Perkebunan kelapa sawit di Kalimantan yang sebagian besar diusahakan di Kalimantan Barat membawa dampak pada keterpinggiran masyarakat yang mengarah pada upaya penghilangan hak dasar mereka yang mereka berlakukan dalam mengelola sumber daya alam. Berkaitan dengan kasus-kasus di Kalimantan Barat yang memiliki sejarah panjang perkebunan kelapa sawit, pengingkaran hak-hak adat Dayak yang tersebar di Kalimantan Barat tidak hanya mengancam kelangsungan hidup komunitas tersebut tetapi juga tradisi pengelolaan hutan yang telah diakui sebagai salah kearifan masyarakat secara turun temurun bagi masyarakat setempat. .

Sawit merupakan salah satu komoditas utama perdagangan dunia untuk menenuhi kebutuhan konsumsi Amerika dan negara-negara di eropa dan ternyata sawit bisa dijadikan bahan bakar nabati (biofuel) untuk bahan bakar alternatif. Artinya semakin mendongkrak popularitas kelapa sawit di Indonesia pada umum dan Kalbar pada khususnya.

Mengacu pada data Oil World Annual 2003, Jan Maarten Dros dari AIDenvironment dalam Accommodating Growth: Two Scenarios for Oil Palm Production Growth (2003) menyebutkan Indonesia dan Malaysia menguasai 84 % produksi minyak sawit di pasar dunia pada tahun 2002. Namun, keuntungan menggiurkan dari perdagangan minyak sawit tidak pernah lepas dari risiko ekologis yang menuntut harga yang sangat mahal. .

Program pengembangan perkebunan kelapa sawit menghadapkan pemerintah pada berbagai tekanan, yaitu perlawanan masyarakat sekitar kawasan hutan yang kehilangan sumber penghidupan, ancaman kerusakan ekologis, dan kelangsungan manfaat hutan untuk masa yang akan datang. Akan tetapi, mengapa kelapa sawit tetap diunggulkan sebagai komoditas andalan bagi Indonesia pada umun dan Kalbar khususnya.
Salah satu faktor yang mendukung pengembangan perkebunan kelapa sawit di Kalbar adalah ketersediaan lahan yang sangat mudah, posisi tawar masyarakat lemah dang anti rugi sangat murah bagi mereka yang diberada di kawasan hutan, yang dipermudah dengan adanya kemungkinan untuk memanipulasi hukum dan peraturan mengenai tanah dan hutan.

Menurut data WALHI Kalbar telah tercatat sekitar 200-an kasus di perkebunan kelapa sawit menyangkut pengusuran lahan pertanian, tanam tumbuh, tempat keramat, ganti rugi yang tidak layak dan konflik antara yang menerima dengan tidak mau menerima perkebunan kelapa sawit (data base WALHI, 2007).
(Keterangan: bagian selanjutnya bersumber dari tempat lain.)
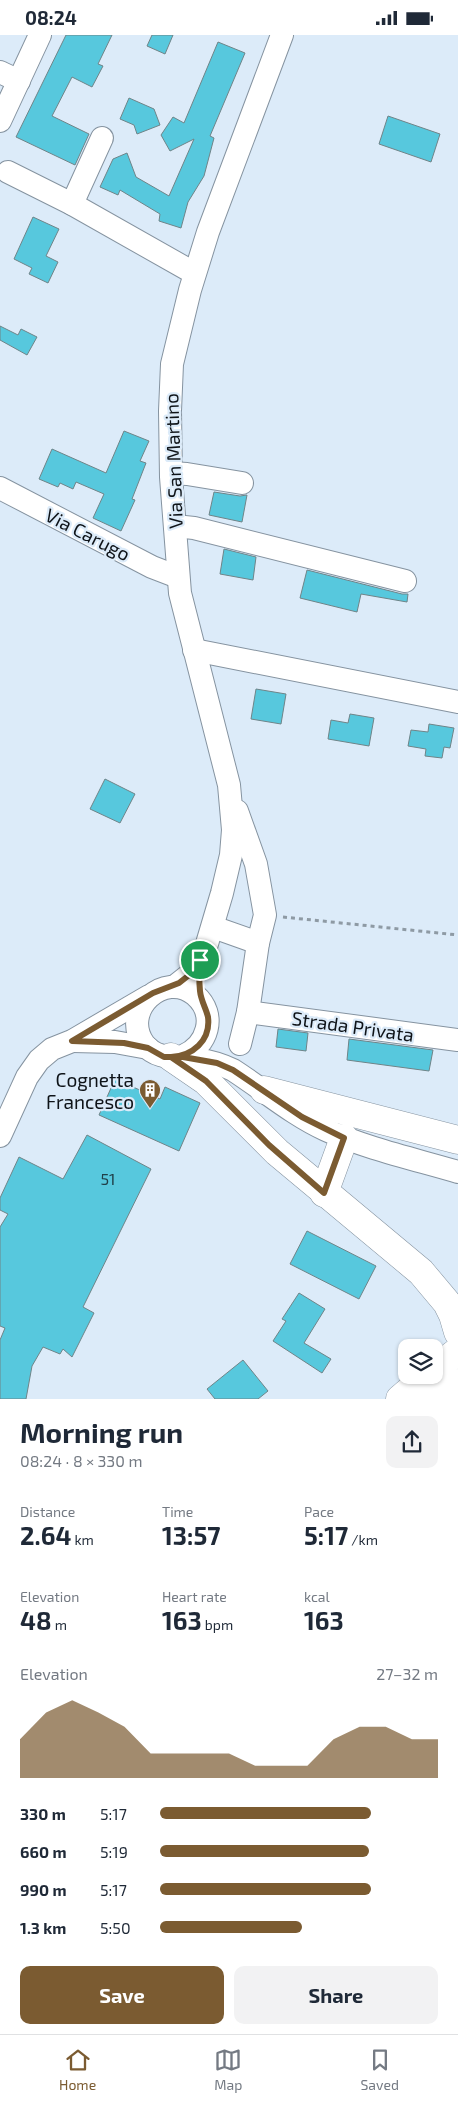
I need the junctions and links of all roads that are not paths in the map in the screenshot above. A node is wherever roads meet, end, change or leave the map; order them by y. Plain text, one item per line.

Sengketa tanah yang memicu konflik beragam menyangkut penguasaan hutan di berbagai wilayah di Kalbar menegaskan kegagalan pemerintah dalam menyelaraskan pembangunan dengan struktur social, ekonomi masyarakat setempat, serta kaitan sejarah masyarakat bersangkutan dengan hutan. Pembangunan di sektor perkebunan khusus komoditi sawit pada dasarnya ditujukan untuk kesejahteraan rakyat. Alih fungsi lahan dan hutan untuk mendukung program pengembangan sektor ekonomi yang dapat membuka lapangan pekerjaan sekaligus menyerap tenaga kerja dalam jumlah besar serta meningkat ekonom kerakyatan Namun program pengembangan perkebunan kelapa sawit tampaknya menjadi jawaban bagi pemerintah untuk mengatasi persoalan kemiskinan dan pengangguran. Kenyataannya, peningkatan kesejahteraan tidak pernah terwujud dan keadaannya menjadi terbalik.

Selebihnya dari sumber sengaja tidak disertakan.